→ Recorded information:
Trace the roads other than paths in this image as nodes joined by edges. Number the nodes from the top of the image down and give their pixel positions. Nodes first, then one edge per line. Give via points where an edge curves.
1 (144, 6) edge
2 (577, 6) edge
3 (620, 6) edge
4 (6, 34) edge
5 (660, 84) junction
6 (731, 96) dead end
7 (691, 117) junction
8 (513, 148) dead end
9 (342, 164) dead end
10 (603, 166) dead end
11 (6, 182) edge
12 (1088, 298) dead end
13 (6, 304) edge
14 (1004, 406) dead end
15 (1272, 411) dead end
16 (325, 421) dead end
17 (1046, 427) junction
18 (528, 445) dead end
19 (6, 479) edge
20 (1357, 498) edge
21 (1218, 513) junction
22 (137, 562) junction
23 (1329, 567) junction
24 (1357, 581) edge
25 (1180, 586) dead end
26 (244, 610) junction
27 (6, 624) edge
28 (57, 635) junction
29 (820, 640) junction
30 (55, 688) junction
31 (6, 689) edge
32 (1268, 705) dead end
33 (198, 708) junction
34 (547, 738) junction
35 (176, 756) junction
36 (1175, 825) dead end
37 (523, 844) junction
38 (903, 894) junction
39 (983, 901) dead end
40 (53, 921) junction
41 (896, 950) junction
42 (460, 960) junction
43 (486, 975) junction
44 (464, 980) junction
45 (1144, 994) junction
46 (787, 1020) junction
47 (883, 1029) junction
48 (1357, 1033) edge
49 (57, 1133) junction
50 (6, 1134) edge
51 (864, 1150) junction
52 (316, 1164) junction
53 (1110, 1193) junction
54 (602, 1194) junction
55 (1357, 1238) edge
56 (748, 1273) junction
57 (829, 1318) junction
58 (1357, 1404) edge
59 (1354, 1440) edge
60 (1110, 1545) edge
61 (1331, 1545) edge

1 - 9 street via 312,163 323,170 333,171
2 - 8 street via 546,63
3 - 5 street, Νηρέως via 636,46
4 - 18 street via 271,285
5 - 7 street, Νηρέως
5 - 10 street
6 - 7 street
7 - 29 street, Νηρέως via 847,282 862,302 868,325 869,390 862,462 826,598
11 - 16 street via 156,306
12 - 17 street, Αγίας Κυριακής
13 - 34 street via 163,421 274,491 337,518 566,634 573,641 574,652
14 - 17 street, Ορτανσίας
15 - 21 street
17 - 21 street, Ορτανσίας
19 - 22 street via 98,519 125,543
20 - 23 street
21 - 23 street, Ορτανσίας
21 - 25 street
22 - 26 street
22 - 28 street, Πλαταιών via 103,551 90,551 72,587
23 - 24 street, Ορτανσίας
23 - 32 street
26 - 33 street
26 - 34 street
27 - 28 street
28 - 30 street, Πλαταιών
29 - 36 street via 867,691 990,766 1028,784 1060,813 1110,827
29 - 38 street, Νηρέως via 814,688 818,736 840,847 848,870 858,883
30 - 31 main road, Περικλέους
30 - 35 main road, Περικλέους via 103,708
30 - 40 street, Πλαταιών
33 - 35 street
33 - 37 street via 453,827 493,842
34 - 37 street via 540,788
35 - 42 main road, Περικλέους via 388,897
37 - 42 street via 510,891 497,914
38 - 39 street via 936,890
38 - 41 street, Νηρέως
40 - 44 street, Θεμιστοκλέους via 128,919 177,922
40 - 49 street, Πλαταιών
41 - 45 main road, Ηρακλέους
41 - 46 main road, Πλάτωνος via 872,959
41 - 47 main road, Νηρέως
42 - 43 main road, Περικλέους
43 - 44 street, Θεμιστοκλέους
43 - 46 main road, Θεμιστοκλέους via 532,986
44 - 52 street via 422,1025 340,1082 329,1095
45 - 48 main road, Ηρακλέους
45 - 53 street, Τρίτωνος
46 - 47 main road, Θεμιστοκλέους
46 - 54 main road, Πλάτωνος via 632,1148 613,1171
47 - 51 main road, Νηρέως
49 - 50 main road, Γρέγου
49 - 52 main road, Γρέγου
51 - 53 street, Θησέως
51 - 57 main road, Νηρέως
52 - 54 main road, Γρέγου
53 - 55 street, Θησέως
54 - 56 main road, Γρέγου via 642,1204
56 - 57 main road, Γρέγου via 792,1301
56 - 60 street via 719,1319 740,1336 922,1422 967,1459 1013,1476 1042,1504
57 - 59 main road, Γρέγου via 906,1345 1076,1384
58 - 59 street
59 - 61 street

→ What you need to do: Search the preceding listing for the word "Ορτανσίας" and pull out every line that holds it.

→ Result:
14 - 17 street, Ορτανσίας
17 - 21 street, Ορτανσίας
21 - 23 street, Ορτανσίας
23 - 24 street, Ορτανσίας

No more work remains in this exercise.